___ INFORMATION SHOWN ___
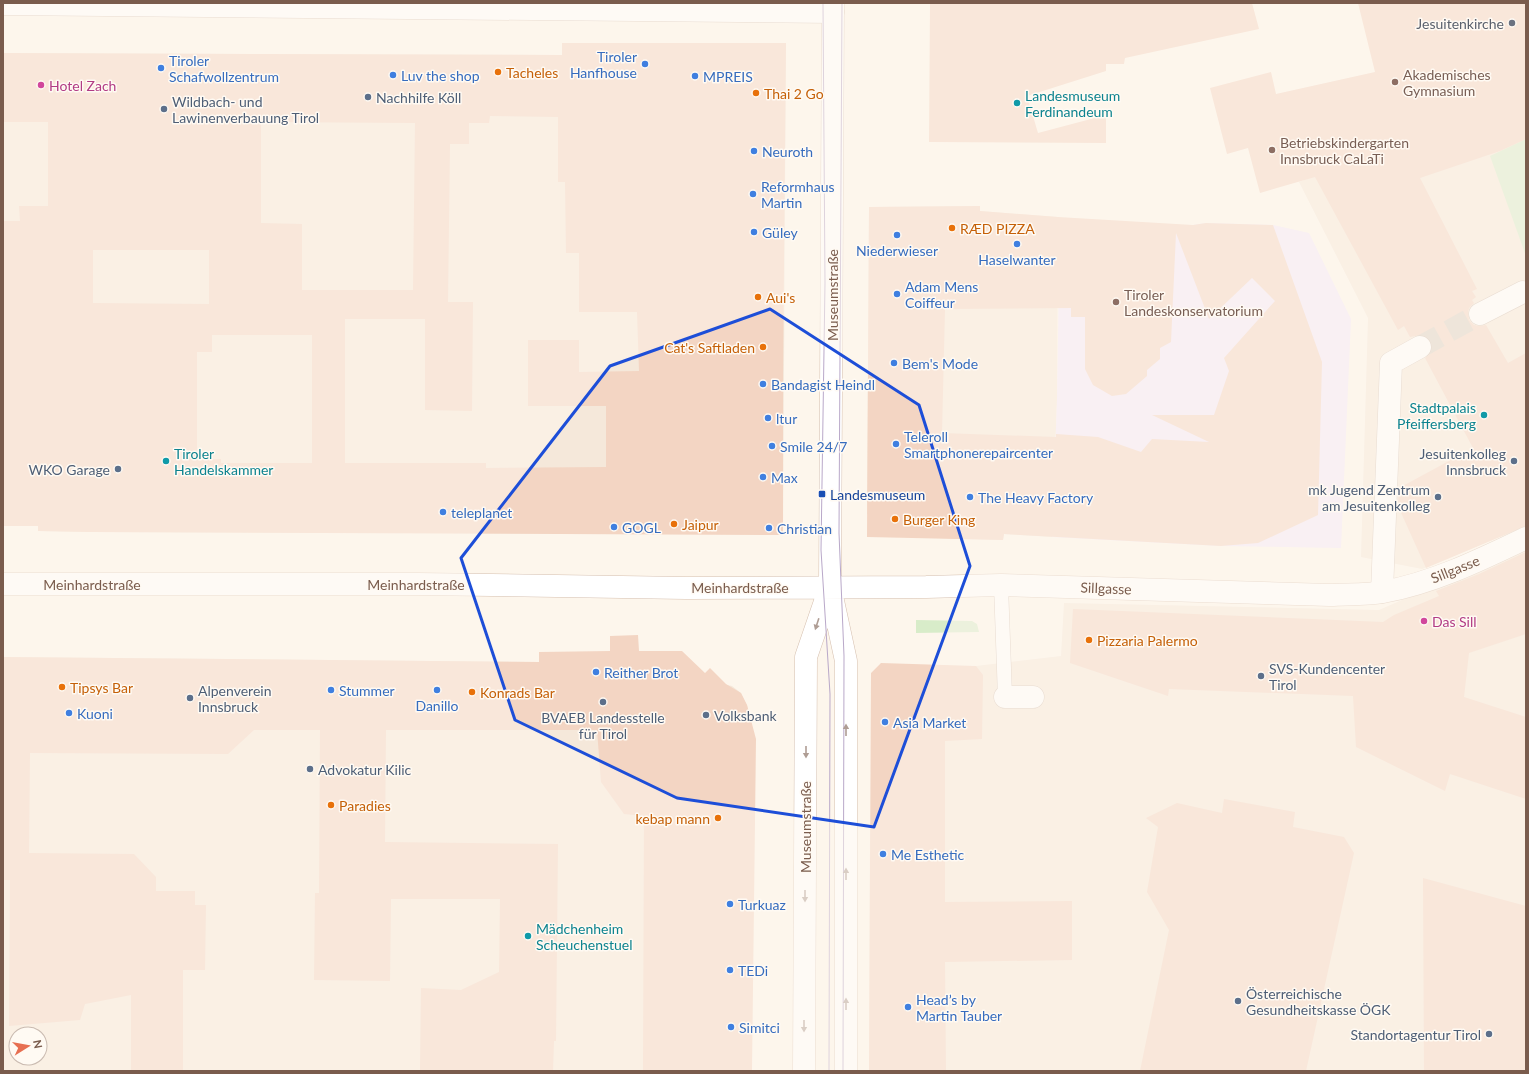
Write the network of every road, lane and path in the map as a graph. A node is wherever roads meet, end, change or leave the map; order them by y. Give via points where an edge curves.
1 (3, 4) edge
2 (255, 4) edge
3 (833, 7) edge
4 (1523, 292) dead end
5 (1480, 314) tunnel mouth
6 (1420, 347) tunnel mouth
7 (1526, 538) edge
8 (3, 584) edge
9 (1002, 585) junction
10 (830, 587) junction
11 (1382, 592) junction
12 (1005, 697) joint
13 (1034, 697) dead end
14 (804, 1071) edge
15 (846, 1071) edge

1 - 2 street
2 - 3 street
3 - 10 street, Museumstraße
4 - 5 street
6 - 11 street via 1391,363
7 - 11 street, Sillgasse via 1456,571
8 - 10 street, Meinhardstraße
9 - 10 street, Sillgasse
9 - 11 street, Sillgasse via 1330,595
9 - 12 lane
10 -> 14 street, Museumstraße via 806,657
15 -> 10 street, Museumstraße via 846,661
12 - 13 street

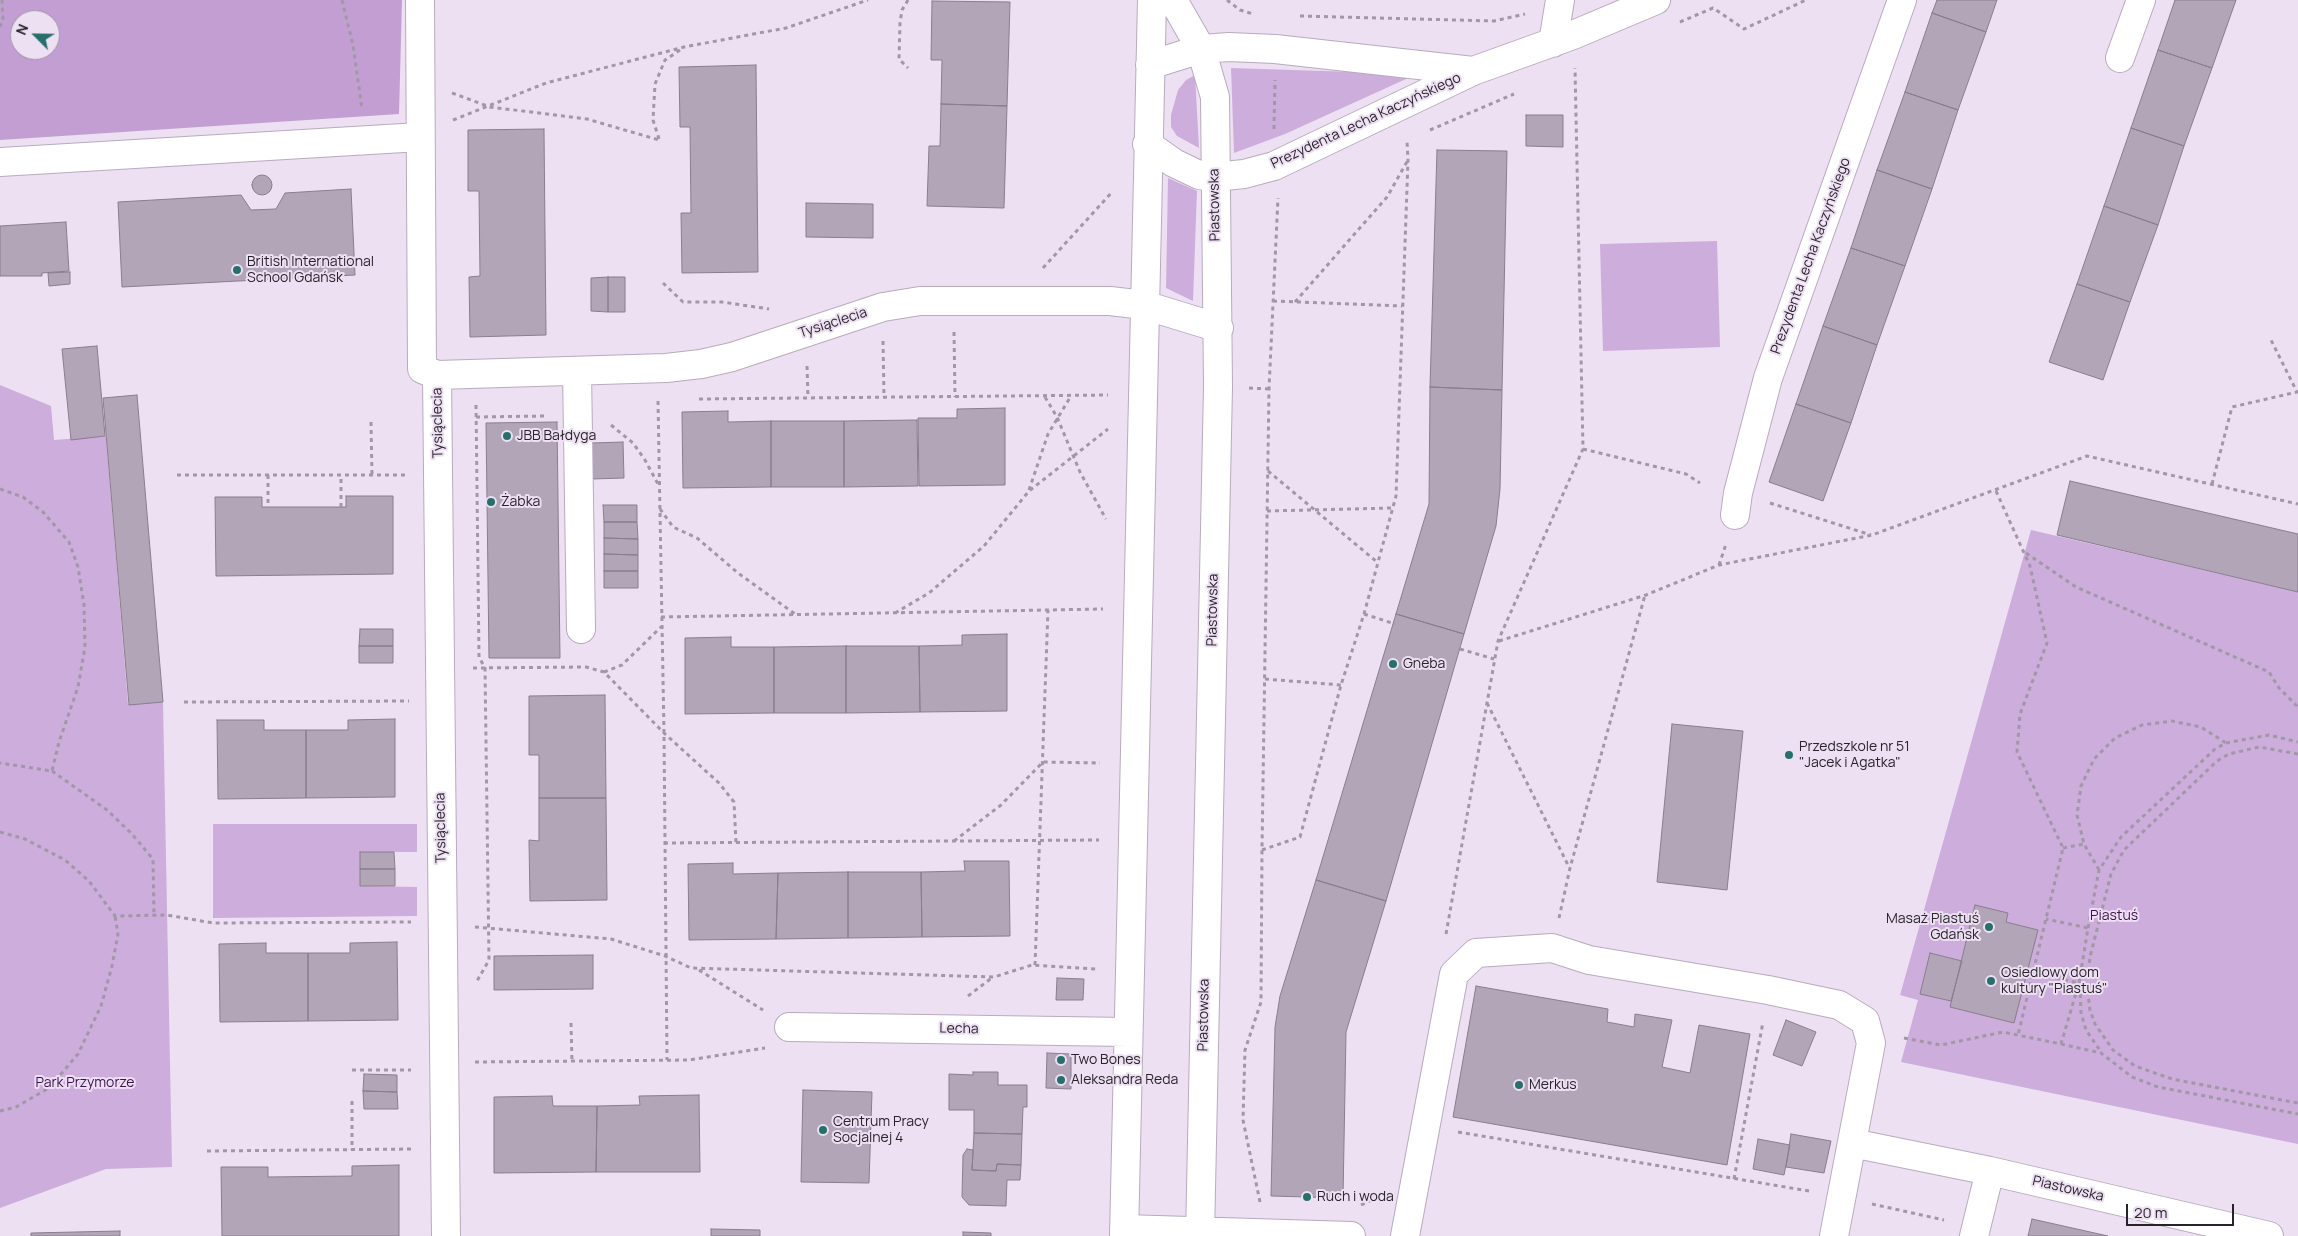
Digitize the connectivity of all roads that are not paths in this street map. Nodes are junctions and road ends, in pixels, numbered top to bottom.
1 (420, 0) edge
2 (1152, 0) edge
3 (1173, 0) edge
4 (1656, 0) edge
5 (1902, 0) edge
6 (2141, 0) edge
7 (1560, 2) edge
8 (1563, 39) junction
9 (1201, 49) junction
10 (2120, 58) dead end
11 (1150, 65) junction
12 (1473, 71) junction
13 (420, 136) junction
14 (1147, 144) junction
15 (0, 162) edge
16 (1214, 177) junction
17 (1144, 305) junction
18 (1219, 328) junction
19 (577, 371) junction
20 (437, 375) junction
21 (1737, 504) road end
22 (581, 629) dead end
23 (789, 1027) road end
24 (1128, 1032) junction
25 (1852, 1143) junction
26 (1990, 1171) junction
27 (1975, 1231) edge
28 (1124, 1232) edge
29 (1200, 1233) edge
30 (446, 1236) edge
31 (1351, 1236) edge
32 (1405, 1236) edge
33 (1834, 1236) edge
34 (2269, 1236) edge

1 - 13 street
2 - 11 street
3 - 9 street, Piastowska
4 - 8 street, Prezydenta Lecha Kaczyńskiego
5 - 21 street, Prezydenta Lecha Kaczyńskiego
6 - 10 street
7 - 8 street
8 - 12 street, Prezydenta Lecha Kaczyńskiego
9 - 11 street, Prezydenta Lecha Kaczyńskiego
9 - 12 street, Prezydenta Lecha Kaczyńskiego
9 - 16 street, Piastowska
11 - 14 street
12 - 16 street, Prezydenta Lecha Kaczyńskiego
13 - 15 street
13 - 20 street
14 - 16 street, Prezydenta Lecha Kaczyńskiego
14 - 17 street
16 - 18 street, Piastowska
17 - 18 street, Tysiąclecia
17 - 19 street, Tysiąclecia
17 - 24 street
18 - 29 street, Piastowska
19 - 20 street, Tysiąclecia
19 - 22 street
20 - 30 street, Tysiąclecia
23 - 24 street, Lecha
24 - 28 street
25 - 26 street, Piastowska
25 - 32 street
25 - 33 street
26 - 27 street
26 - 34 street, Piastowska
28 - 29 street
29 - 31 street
___
___ INFORMATION SHOWN ___
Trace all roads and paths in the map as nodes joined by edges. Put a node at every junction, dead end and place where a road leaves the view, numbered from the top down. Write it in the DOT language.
___
___ INFORMATION SHOWN ___
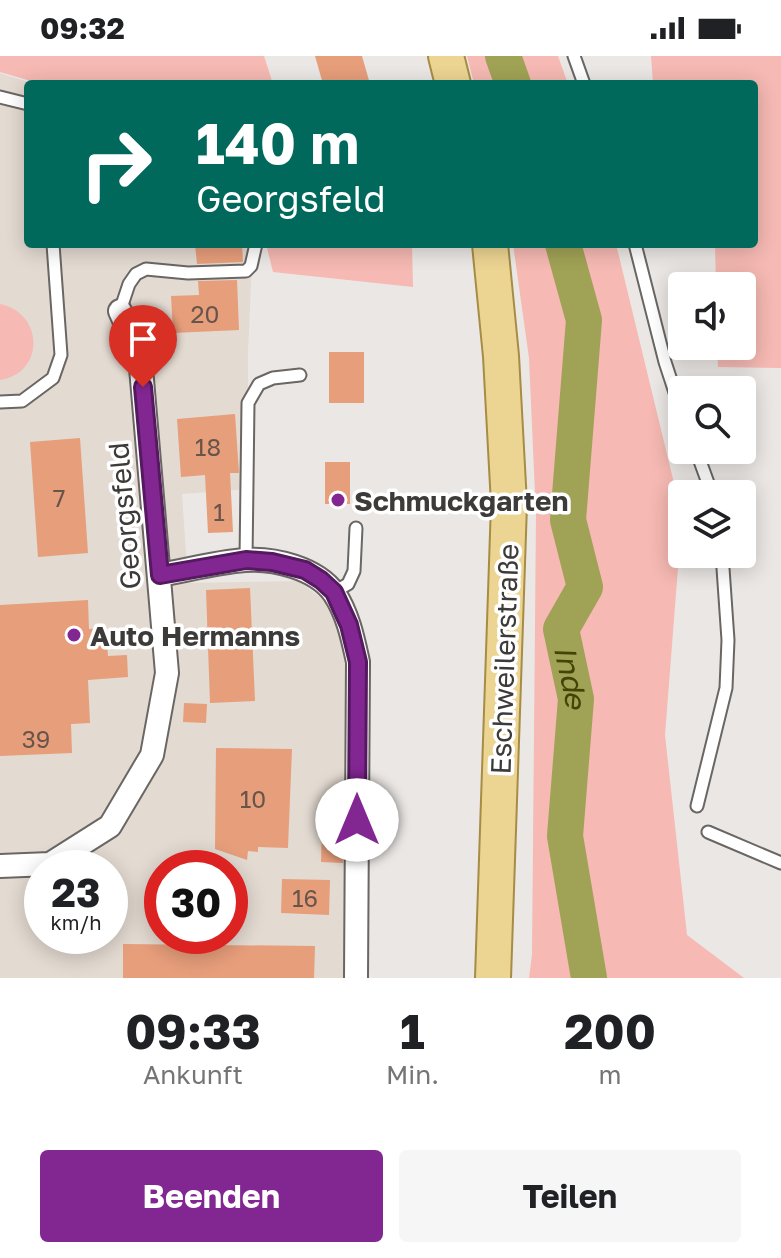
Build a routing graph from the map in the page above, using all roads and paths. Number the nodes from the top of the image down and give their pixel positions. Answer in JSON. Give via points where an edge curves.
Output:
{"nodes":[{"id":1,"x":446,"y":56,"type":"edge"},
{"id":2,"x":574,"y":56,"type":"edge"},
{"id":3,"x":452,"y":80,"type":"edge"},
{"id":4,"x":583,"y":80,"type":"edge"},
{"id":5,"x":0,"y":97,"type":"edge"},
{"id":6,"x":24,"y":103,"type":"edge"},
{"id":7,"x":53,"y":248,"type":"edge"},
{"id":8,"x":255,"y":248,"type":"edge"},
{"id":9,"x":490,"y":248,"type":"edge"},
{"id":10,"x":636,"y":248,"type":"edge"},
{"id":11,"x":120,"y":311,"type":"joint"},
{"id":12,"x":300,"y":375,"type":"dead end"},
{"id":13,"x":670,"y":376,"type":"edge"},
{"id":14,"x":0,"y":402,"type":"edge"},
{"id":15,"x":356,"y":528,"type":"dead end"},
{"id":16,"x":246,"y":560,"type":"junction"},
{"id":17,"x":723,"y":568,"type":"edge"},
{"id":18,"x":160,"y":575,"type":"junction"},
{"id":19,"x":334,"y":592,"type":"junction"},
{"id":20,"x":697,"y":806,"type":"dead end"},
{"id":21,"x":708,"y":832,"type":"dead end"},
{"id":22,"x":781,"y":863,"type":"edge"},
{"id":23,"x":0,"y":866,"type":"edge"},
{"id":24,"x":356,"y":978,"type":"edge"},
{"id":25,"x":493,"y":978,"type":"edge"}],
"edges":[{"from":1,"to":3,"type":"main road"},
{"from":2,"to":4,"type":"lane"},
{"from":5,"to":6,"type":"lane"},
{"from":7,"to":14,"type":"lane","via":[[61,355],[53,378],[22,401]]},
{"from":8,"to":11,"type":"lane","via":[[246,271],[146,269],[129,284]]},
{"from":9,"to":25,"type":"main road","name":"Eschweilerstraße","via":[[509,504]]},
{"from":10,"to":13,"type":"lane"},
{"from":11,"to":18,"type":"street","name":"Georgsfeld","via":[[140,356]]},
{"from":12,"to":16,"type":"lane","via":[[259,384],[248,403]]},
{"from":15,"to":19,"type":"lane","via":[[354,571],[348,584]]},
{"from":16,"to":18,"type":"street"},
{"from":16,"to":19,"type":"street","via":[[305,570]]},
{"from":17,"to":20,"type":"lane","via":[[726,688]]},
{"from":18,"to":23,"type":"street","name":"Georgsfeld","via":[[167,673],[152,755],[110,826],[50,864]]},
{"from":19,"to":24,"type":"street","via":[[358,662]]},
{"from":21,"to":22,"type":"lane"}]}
___
THE TASK: Copy out all lines of the listing where the word "down" appears.

EXERCISE RESPONSE:
Trace all roads and paths in the map as nodes joined by edges. Put a node at every junction, dead end and place where a road leaves the view, numbered from the top down. Write it in the DOT language.
Build a routing graph from the map in the page above, using all roads and paths. Number the nodes from the top of the image down and give their pixel positions. Answer in JSON. Give via points where an edge curves.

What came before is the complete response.